==== Information provided ====
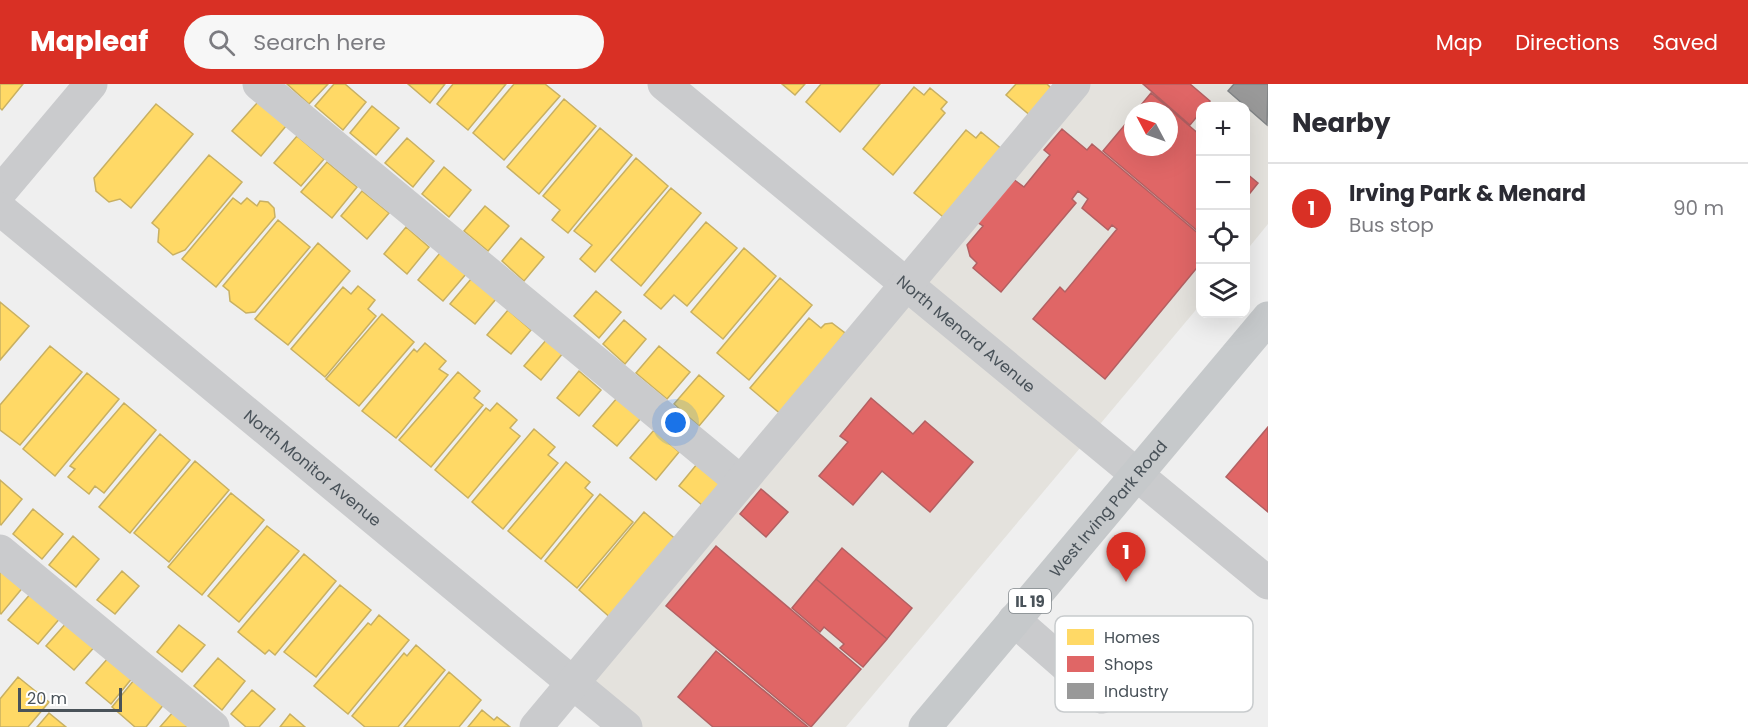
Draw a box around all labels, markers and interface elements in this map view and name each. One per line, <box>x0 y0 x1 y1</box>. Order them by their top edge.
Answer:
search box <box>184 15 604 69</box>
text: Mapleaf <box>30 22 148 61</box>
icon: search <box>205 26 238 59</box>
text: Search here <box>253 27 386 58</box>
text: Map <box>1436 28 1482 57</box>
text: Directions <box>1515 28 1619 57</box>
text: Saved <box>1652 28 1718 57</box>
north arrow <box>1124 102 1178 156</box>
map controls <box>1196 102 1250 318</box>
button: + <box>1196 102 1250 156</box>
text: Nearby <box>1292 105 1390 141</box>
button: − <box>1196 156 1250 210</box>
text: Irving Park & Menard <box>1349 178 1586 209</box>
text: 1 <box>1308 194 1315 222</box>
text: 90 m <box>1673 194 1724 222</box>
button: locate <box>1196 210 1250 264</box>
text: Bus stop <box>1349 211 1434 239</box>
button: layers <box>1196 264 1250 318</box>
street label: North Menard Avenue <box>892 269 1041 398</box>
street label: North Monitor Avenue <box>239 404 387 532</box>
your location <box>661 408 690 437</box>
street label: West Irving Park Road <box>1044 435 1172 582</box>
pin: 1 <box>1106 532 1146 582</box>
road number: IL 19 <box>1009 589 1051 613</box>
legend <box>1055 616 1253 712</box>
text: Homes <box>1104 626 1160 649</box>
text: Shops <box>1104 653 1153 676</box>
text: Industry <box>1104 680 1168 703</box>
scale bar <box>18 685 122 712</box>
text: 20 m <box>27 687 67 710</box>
====
==== Information provided ====
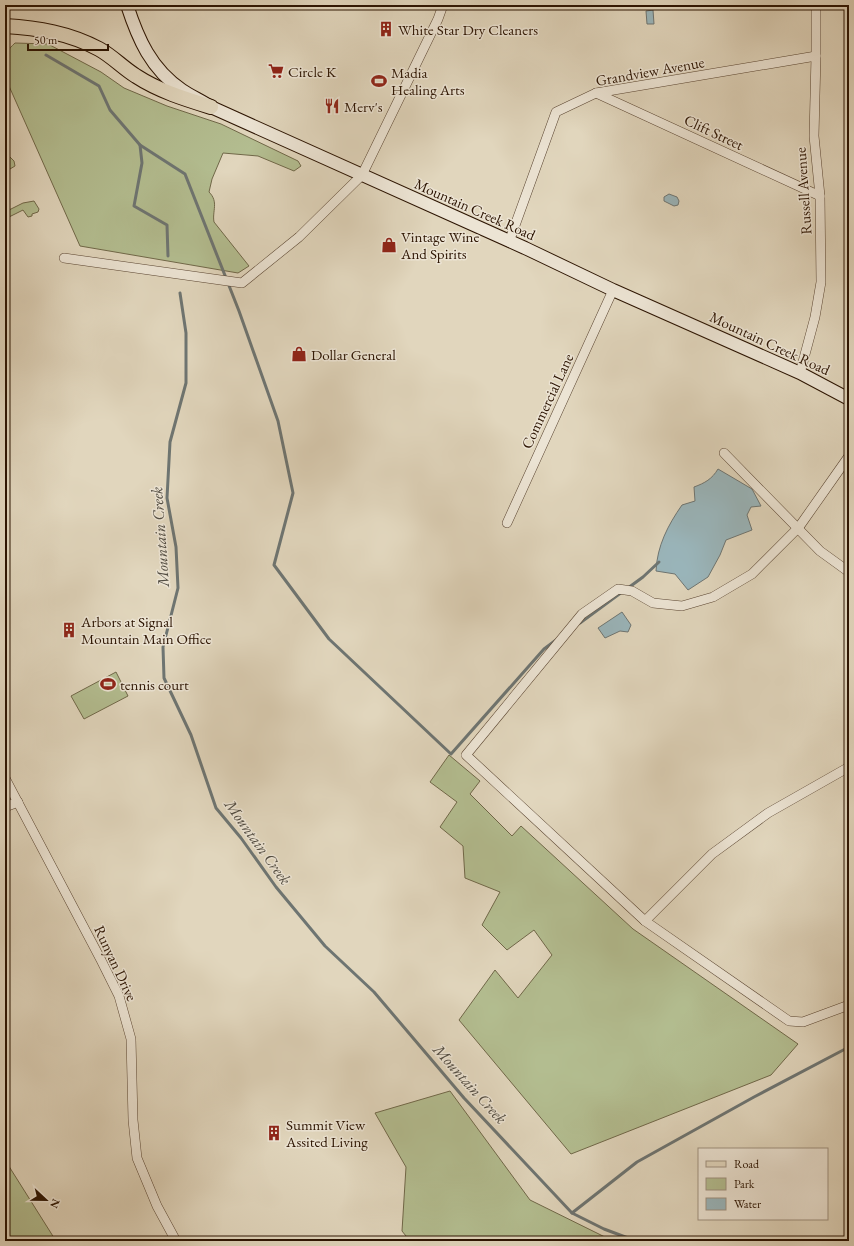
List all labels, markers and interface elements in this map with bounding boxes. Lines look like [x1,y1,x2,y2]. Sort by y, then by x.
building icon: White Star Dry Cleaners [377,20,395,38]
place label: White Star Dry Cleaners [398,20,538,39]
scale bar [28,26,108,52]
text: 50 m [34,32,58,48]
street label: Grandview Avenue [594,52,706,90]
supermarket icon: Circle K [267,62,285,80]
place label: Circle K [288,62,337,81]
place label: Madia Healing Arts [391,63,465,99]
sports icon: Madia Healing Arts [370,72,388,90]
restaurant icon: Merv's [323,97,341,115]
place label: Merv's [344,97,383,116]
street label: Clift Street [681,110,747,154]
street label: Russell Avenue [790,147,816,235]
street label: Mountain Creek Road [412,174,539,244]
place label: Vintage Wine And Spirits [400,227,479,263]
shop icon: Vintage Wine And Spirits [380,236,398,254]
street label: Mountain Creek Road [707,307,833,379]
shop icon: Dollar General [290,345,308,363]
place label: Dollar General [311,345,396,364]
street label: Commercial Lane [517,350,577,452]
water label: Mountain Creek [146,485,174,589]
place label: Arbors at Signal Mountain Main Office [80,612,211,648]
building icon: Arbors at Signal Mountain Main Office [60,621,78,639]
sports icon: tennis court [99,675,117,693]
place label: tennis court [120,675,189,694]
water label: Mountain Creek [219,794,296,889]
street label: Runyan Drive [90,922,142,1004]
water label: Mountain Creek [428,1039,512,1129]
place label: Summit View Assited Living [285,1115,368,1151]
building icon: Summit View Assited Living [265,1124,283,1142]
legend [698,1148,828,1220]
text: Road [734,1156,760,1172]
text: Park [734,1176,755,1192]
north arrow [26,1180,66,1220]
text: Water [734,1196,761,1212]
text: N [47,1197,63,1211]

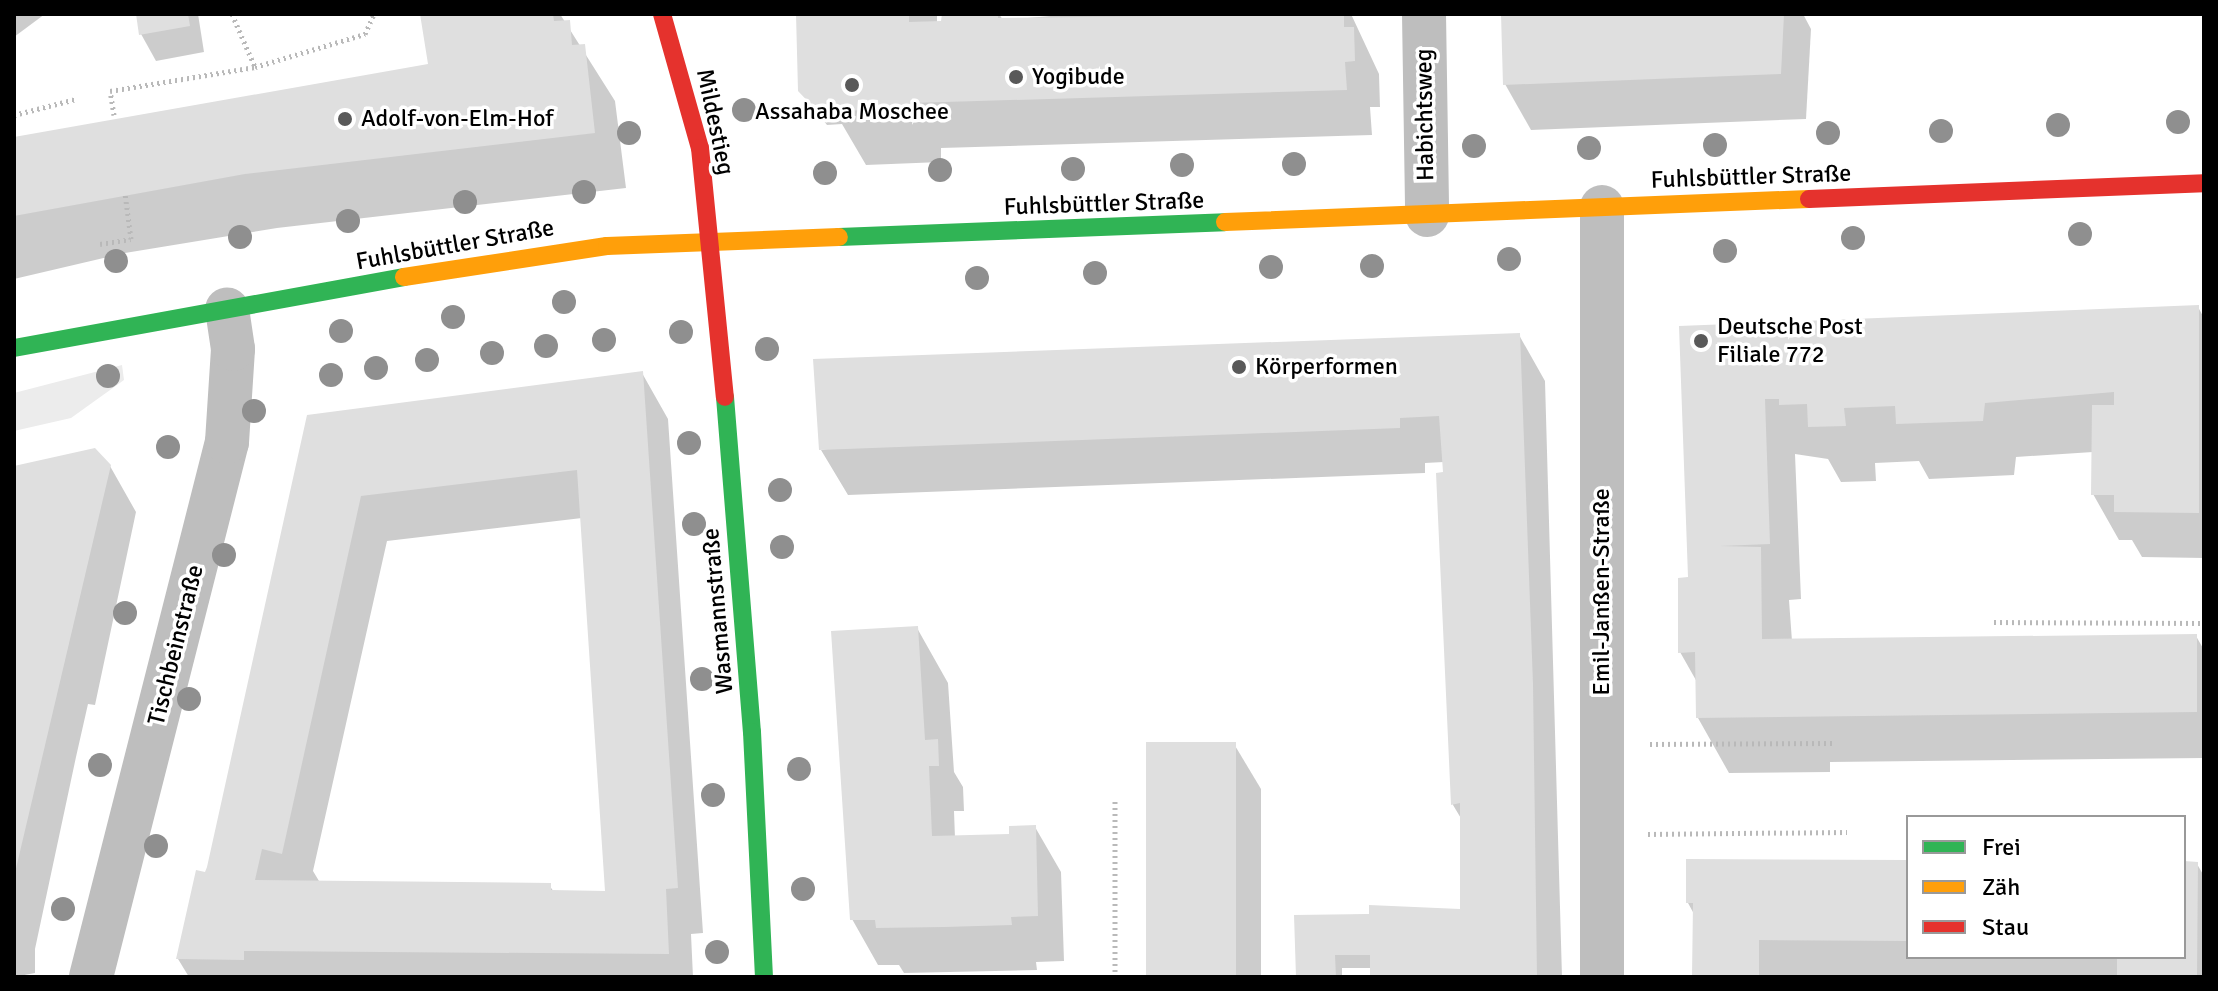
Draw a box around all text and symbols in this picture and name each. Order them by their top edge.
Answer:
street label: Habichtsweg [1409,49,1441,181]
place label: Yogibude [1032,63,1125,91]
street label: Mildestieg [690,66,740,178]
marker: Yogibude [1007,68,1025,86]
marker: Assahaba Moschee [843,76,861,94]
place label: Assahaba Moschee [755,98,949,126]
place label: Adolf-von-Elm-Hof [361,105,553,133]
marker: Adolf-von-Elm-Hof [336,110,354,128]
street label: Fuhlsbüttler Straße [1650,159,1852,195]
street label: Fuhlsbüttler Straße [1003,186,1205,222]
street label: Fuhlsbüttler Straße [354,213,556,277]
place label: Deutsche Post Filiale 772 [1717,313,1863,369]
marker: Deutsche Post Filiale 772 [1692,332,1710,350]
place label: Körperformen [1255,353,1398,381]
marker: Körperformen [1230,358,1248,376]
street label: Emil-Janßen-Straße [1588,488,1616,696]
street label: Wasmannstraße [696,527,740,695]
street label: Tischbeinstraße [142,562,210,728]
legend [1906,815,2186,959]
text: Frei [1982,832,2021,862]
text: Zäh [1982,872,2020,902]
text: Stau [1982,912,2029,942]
====
### Problem
The lines to show are those in the data above that include "Office".

### Task answer
place label: Arbors at Signal Mountain Main Office [80,612,211,648]
building icon: Arbors at Signal Mountain Main Office [60,621,78,639]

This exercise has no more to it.